### EXERCISE OBJECTIVE:
An exact reproduction of the records is required, with all pictures omitted.

** THE DATA follows **

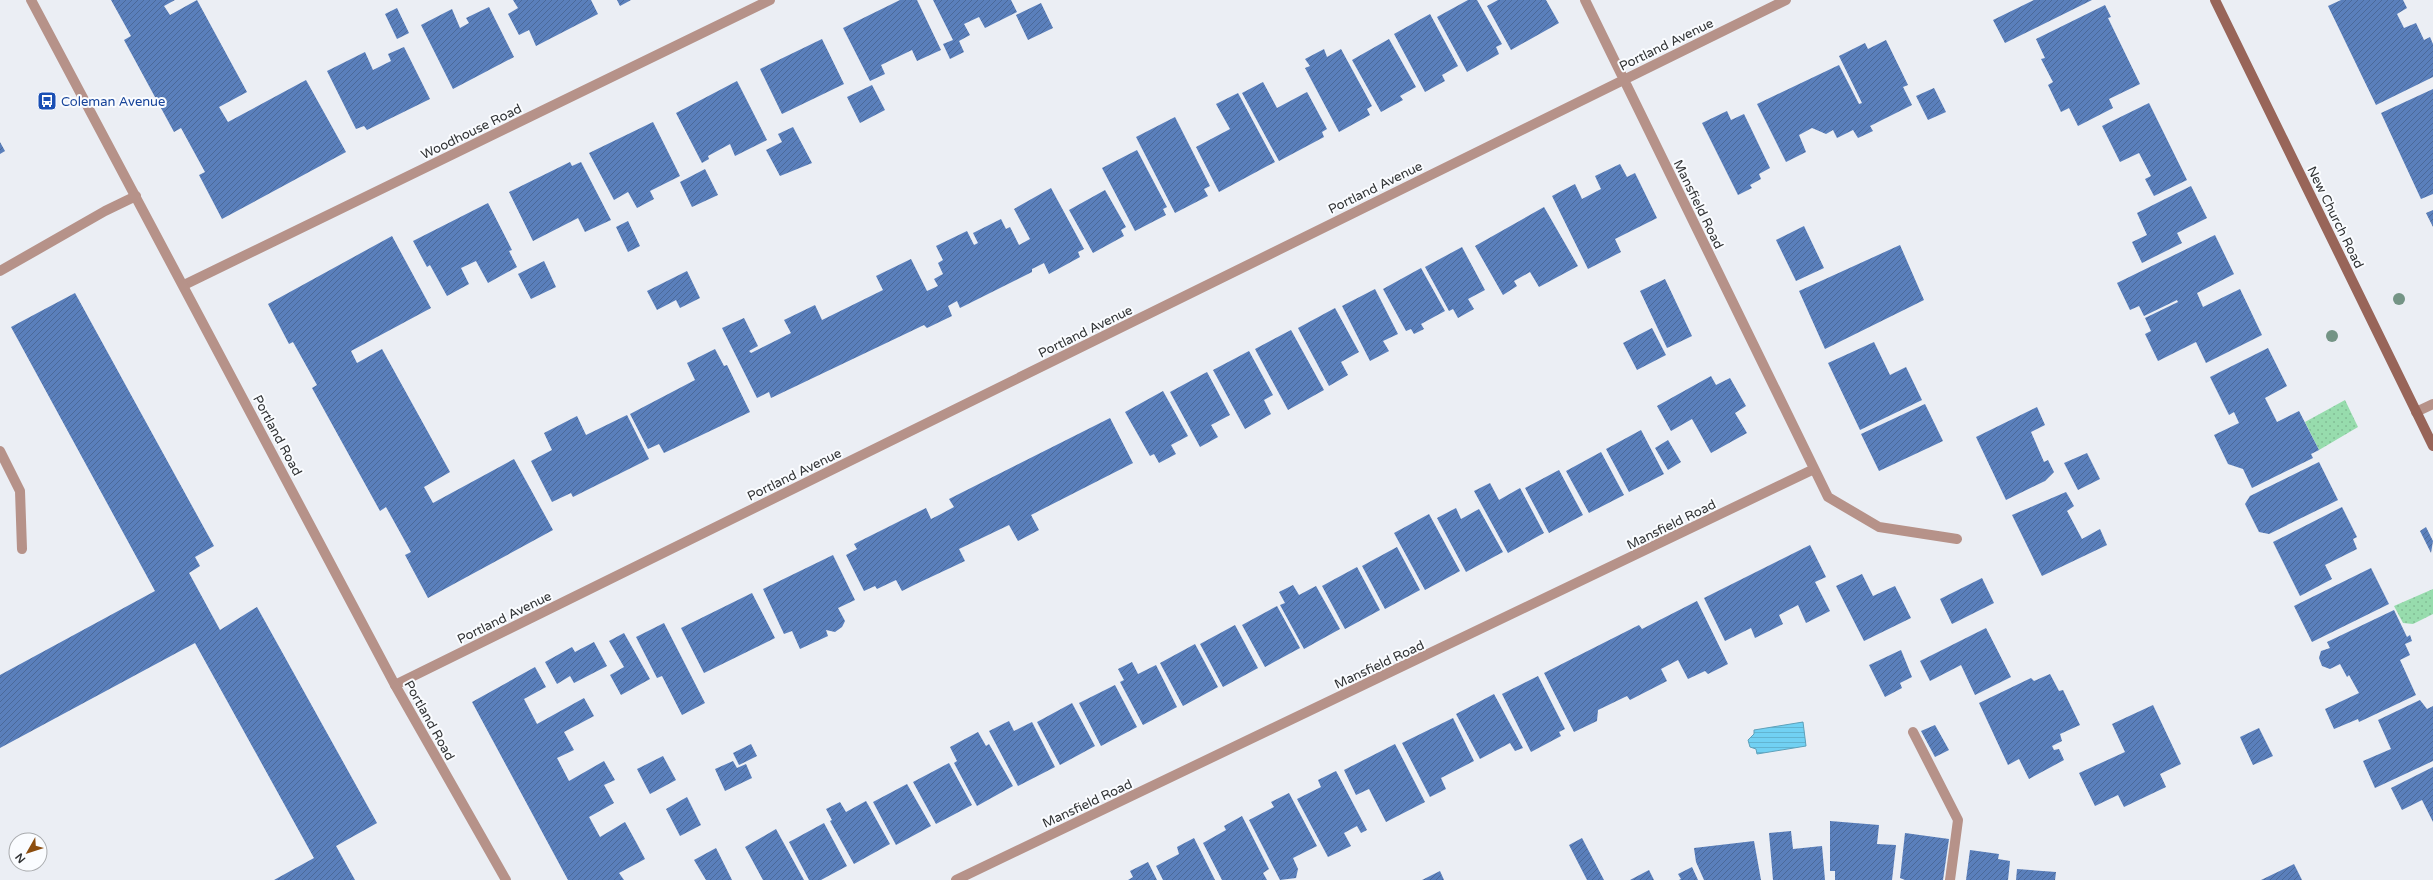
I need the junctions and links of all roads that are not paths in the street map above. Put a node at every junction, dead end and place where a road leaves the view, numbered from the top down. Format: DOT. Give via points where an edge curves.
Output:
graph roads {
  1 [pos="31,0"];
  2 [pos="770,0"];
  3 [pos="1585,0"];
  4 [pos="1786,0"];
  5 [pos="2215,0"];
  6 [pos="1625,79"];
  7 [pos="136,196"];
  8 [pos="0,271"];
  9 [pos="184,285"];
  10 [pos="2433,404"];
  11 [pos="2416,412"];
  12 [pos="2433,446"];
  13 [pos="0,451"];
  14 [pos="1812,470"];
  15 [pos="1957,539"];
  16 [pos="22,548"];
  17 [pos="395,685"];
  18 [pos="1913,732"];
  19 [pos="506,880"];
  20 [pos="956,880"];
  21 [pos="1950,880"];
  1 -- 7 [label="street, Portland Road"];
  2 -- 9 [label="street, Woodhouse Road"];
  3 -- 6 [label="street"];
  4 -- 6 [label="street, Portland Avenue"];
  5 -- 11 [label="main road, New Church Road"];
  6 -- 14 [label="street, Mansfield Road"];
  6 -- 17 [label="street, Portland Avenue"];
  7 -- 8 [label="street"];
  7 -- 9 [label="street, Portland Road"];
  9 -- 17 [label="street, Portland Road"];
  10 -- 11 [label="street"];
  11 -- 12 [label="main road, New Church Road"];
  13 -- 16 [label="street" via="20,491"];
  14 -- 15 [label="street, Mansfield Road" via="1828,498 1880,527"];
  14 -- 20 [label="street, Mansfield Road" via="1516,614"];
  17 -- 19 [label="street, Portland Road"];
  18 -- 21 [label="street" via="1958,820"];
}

** End of THE DATA **

### RESPONSE TO THE TASK:
I need the junctions and links of all roads that are not paths in the street map above. Put a node at every junction, dead end and place where a road leaves the view, numbered from the top down. Format: DOT. Give via points where an edge curves.
Output:
graph roads {
  1 [pos="31,0"];
  2 [pos="770,0"];
  3 [pos="1585,0"];
  4 [pos="1786,0"];
  5 [pos="2215,0"];
  6 [pos="1625,79"];
  7 [pos="136,196"];
  8 [pos="0,271"];
  9 [pos="184,285"];
  10 [pos="2433,404"];
  11 [pos="2416,412"];
  12 [pos="2433,446"];
  13 [pos="0,451"];
  14 [pos="1812,470"];
  15 [pos="1957,539"];
  16 [pos="22,548"];
  17 [pos="395,685"];
  18 [pos="1913,732"];
  19 [pos="506,880"];
  20 [pos="956,880"];
  21 [pos="1950,880"];
  1 -- 7 [label="street, Portland Road"];
  2 -- 9 [label="street, Woodhouse Road"];
  3 -- 6 [label="street"];
  4 -- 6 [label="street, Portland Avenue"];
  5 -- 11 [label="main road, New Church Road"];
  6 -- 14 [label="street, Mansfield Road"];
  6 -- 17 [label="street, Portland Avenue"];
  7 -- 8 [label="street"];
  7 -- 9 [label="street, Portland Road"];
  9 -- 17 [label="street, Portland Road"];
  10 -- 11 [label="street"];
  11 -- 12 [label="main road, New Church Road"];
  13 -- 16 [label="street" via="20,491"];
  14 -- 15 [label="street, Mansfield Road" via="1828,498 1880,527"];
  14 -- 20 [label="street, Mansfield Road" via="1516,614"];
  17 -- 19 [label="street, Portland Road"];
  18 -- 21 [label="street" via="1958,820"];
}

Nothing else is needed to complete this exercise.